他在这个人身上看不到生的意志,所以不怀疑许烟月做得出来。
直到许烟月已经离开,他还站在原地。
郑明博送走了田妈后走了过来,听了他的话也是暗暗皱眉:「邵夫人既然说了她解决,我们避避就是。」说完顺着谢以目光的方向看了一眼,脸上若有所思,他拍了拍谢以的肩膀。
「小谢,邵夫人那样的人,即便是已经不爱了。但这样的伤筋动骨后,是很难再开启另一段感情的。」
谢以收回目光:「您误会了,我只是欠了她两个人情。」
郑明博摇了摇头,只是欠了人情吗?他自然是看得清楚。罢了,也是各人的造化。
许烟月坐在马车里凝神想了一路,马车到了府门口她也没立即下来。
「夫人。」怀玉叫她。
「怀玉,给你们主子捎个回信吧。」
怀玉微微一愣,赵熠虽然经常会给许烟月传信,却是难得见她回信。但当即也点头了:「是。」
几日后,邵淮回到房里时,便看着许烟月正在梳妆。
铜镜前的女人难得梳了个繁琐的流云髻,头上的每一个髮饰看得出来都是精心挑选的,那隻镶了祖母绿宝石的金钗邵淮也认得,是许烟月最喜欢的。
施了粉黛女人气色看起来好了很多,又恢復到了平日里唇红齿白,顾盼生辉的模样。
许烟月正在小心地描眉,从铜镜里看到进来的邵淮时,动作停了一下。
「大人今日回来得倒是早。

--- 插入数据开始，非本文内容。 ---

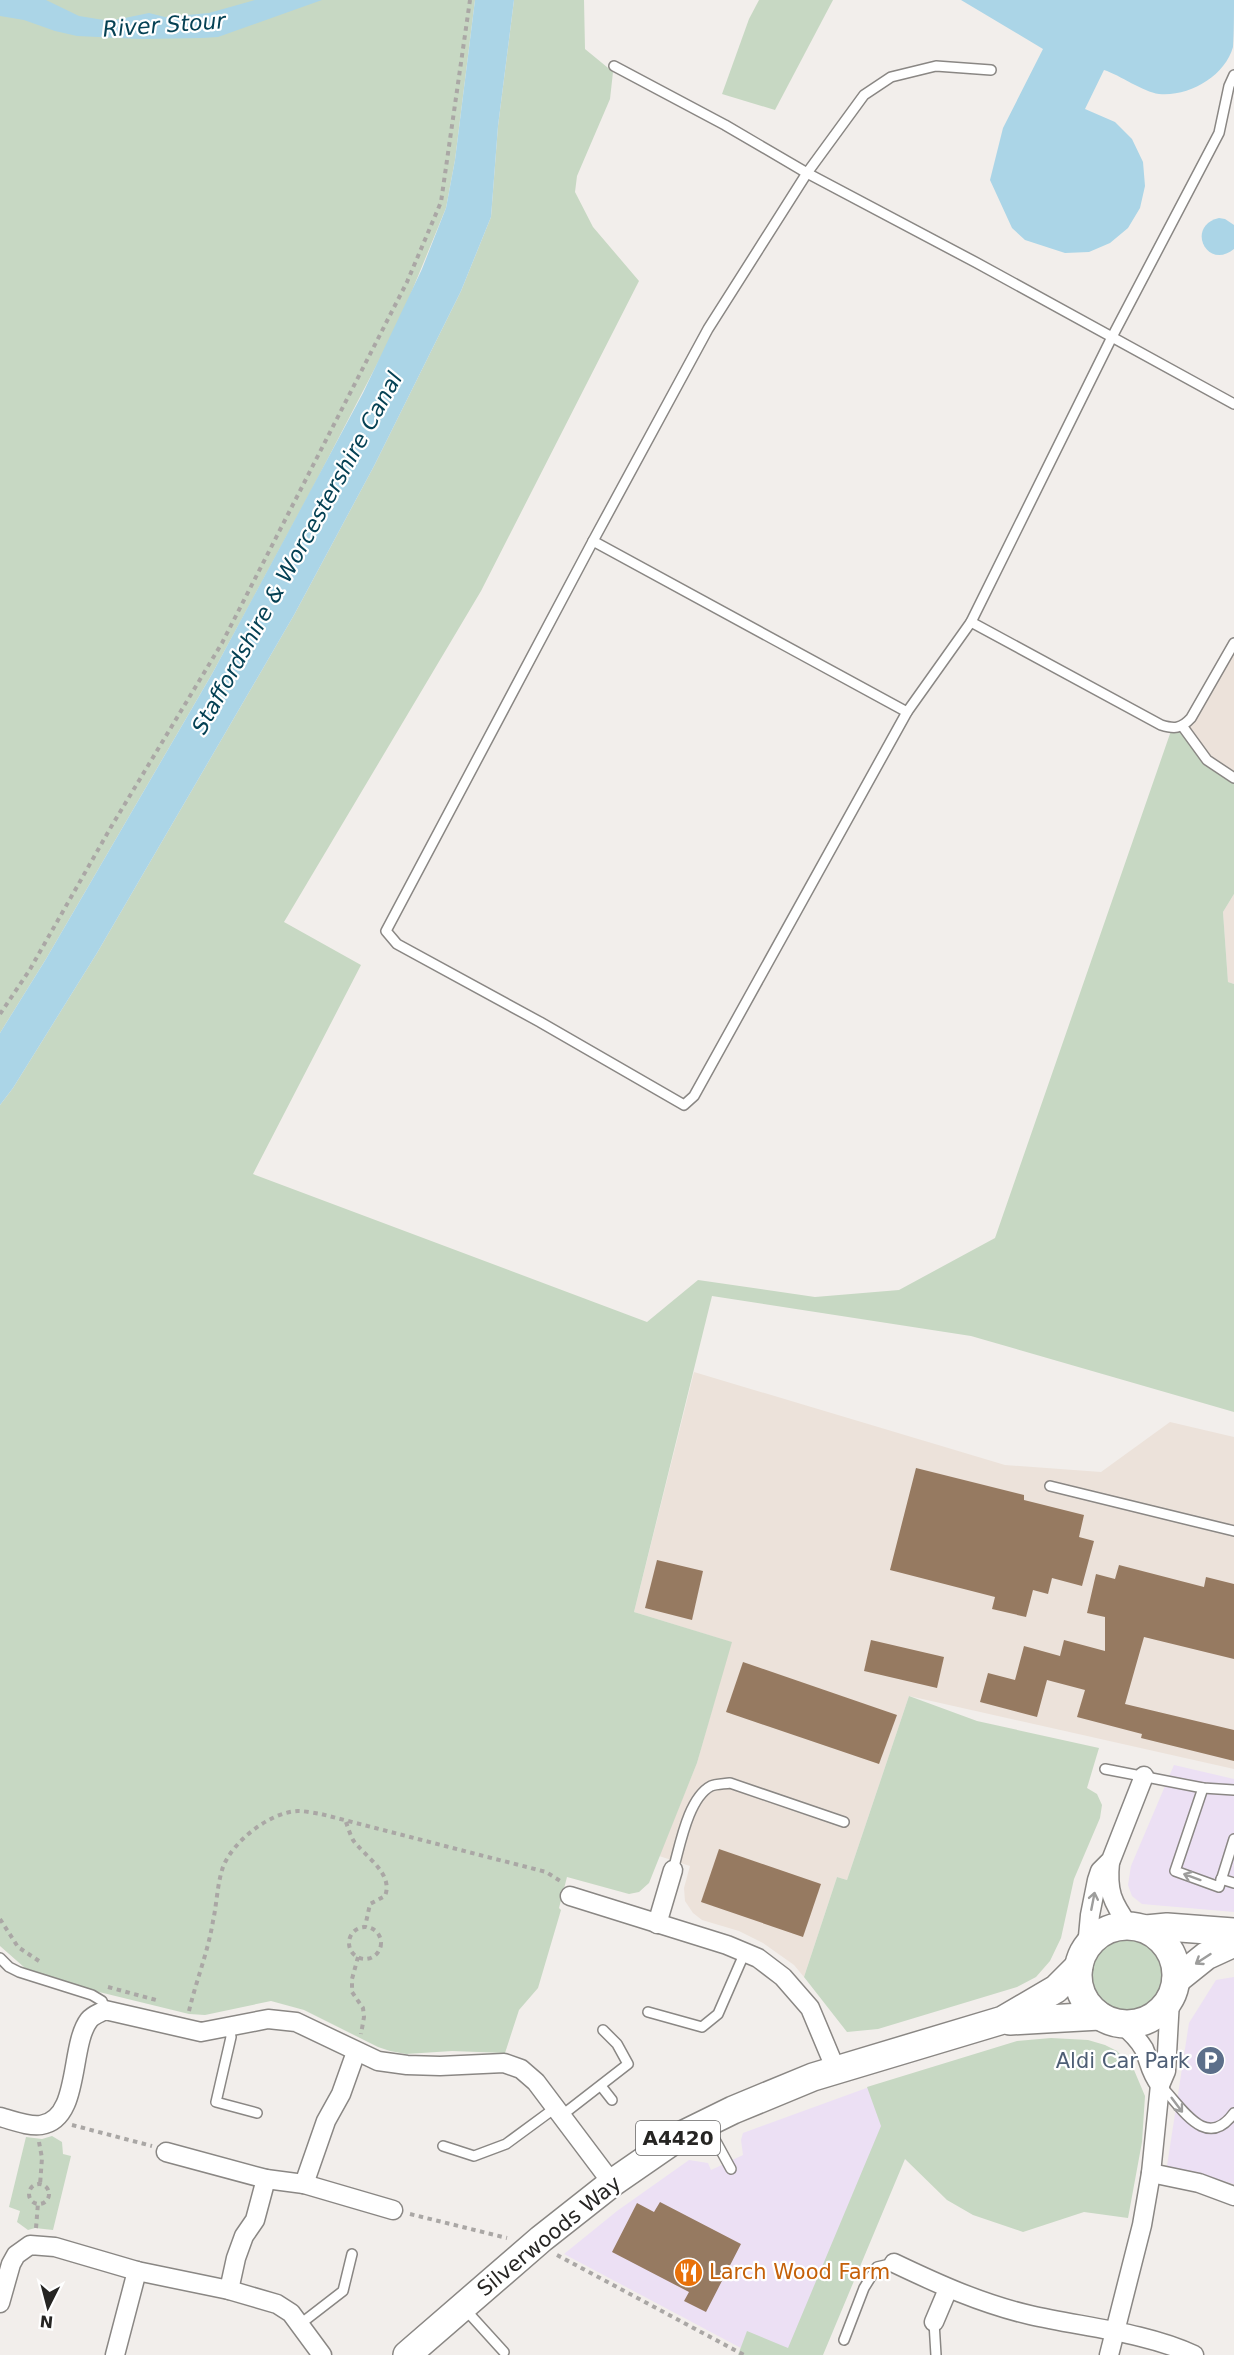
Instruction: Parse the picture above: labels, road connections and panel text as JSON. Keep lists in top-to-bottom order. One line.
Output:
{"streets":{"main road":["A4420","Silverwoods Way"]},"water":["River Stour","Staffordshire & Worcestershire Canal"],"places":{"parking":["Aldi Car Park"],"restaurant":["Larch Wood Farm"]},"north":"bottom"}
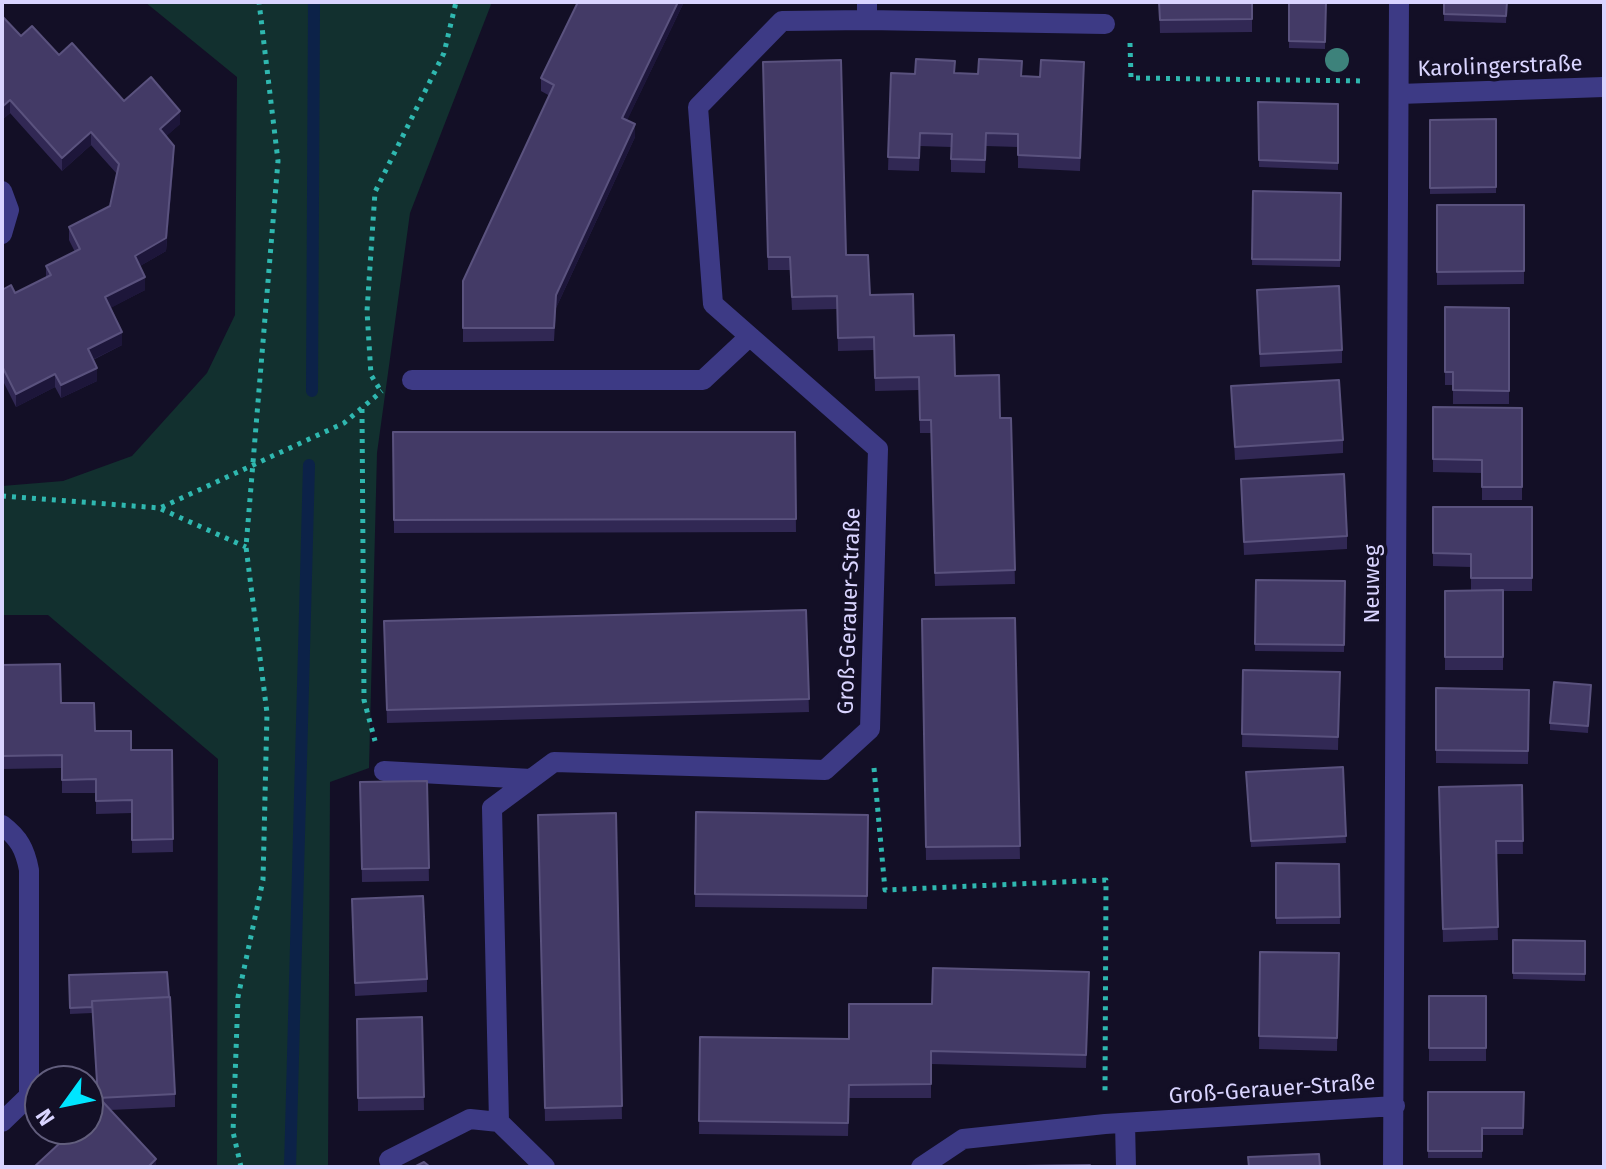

」
邵淮上前,他看得出来许烟月心情不错,这使得他自己嘴角也微微上扬。
「今日朝中没什么事情。」他的手轻轻抚着许烟月身后的秀髮,乌黑的秀髮被打理得一根可以看见的干枯都没有。「这是准备去哪吗?」
「嗯。」许烟月又继续开始描眉了,「我与杨夫人约好了去赏花。」
她从小产后脸上便鲜有笑容,这么有精神的时候更是少见,邵淮自是不会坏了她的兴致。
「我让下人给你备马车。」
「我都已经吩咐过了,」许烟月拉住了他,「大人若是无事,不如来帮我挑一件衣服好了,我挑了半天都拿不定主意。」
邵淮失笑,这般纠结要穿什么好的许烟月,倒是让他想起他们新婚那会儿了。
他反握住了拉住自己的手,当真耐心给她挑了。在他眼里,月儿穿什么都是好看的,只是这么说的话,怕是要被她觉着敷衍了。
邵淮最后挑出了一件粉色的襦裙,看得许烟月直皱眉:「这么粉嫩是不是不合适?」
「不是要去赏花吗?」邵淮比划了一下,「衬你今日的心情。」
许烟月犹豫了一会儿,终究还是接了过去:「那就信你眼光一次好了。」
他们之间已经很久没有这样温情的时刻,邵淮心都软了下来。
等许烟月出门了一会儿,他才出门应同僚的约。
众人看到他还有些意外,但也纷纷行礼将他迎上了上座。
唐文望因为有事处理不在,杨开运就成了这里主场的了。